Today, porcelain or composite laminate veneers are mostly preferred in diastema closure in the anterior region. Although porcelain laminate veneers are highly aesthetic and resistant to abrasion[23], they are not preferred in this case because of their cost, requirement of sensitive laboratory and cementation procedures[24]. In addition, a small amount of tissue loss occurs because they require preparation. Indirect laminate veneers were not suitable for this case because they require laboratory procedures and increased number of sessions[25, 26].

Direct composite laminate veneers, which are the most conservative approach to correct the tooth shape, can be applied without preperation and are preferred in this case because of their aesthetic, low cost and only one session requirement[27]. Due to the high discoloration and wear of the direct composite laminate veneers compared to the other restorations[28], the patient was called for follow-up every 6 months.
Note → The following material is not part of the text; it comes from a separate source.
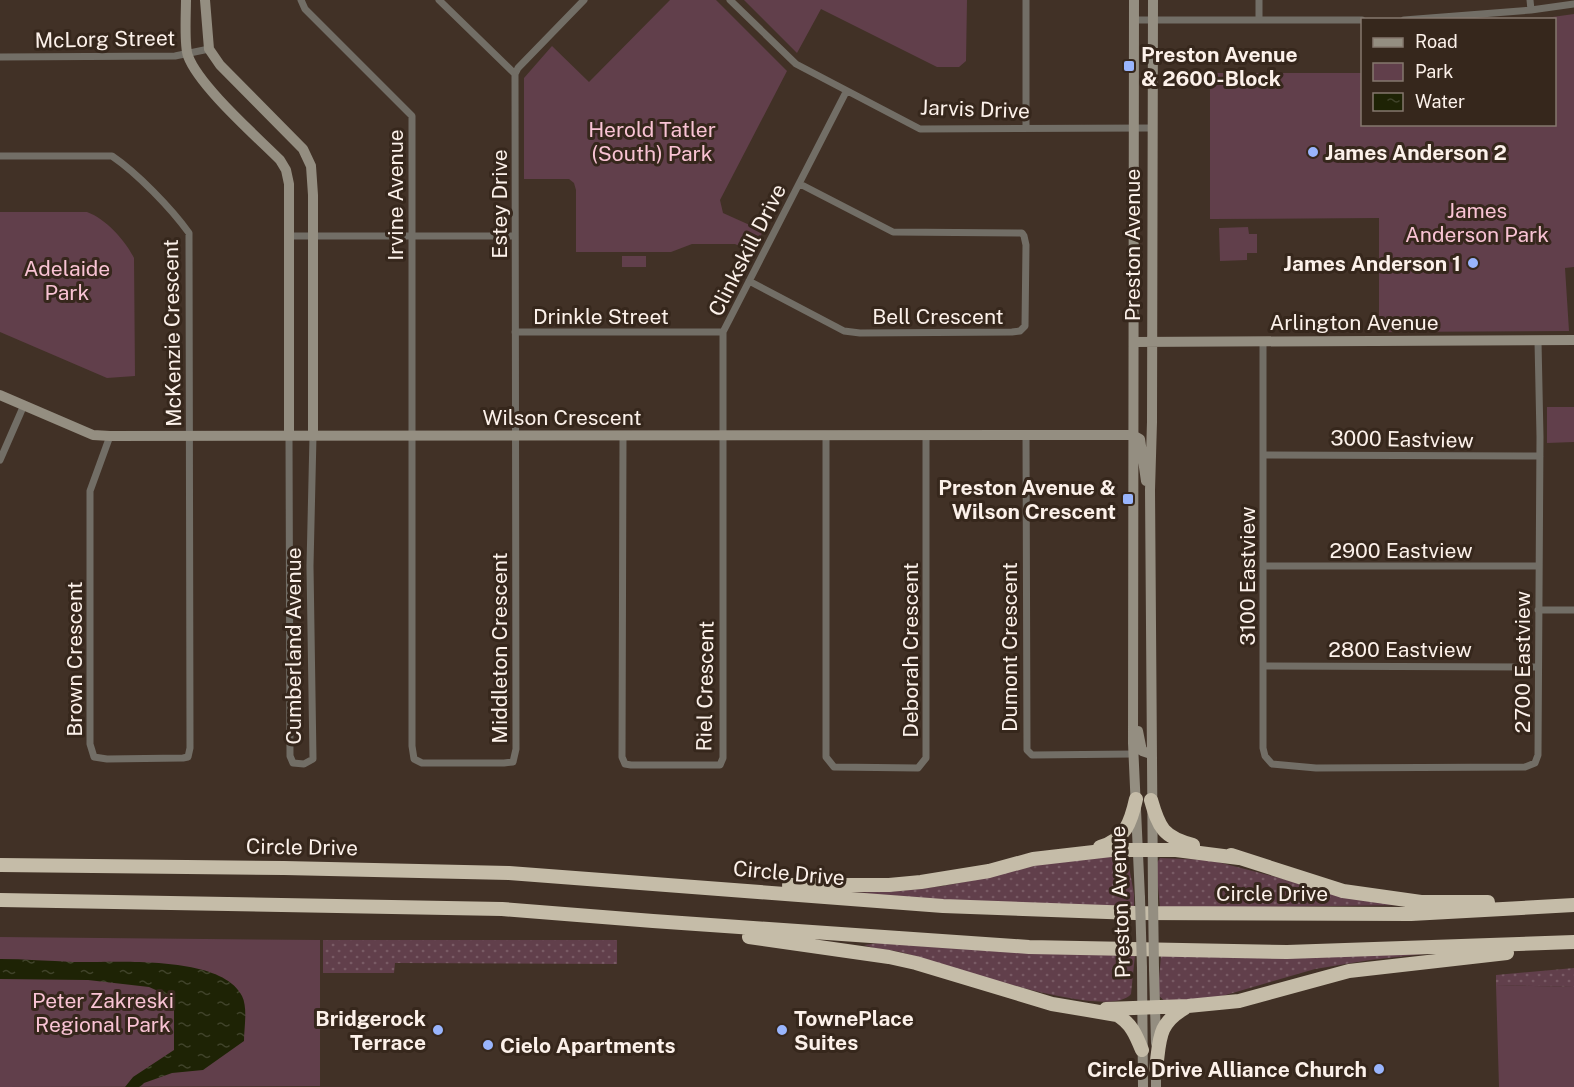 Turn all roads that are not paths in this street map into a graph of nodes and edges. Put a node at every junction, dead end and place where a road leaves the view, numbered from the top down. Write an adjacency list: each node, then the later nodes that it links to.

After 1 year offollow-up, clinically acceptable coloration and wear were observed in the restorations. Further studies are needed in long-term follow-up of direct composite laminate veneer restorations.

CONCLUSION

Direct composite resin restorations are effective, fast and low cost treatment option for the closure of the diastemas in the anterior teeth with aesthetic problems after frenectomy.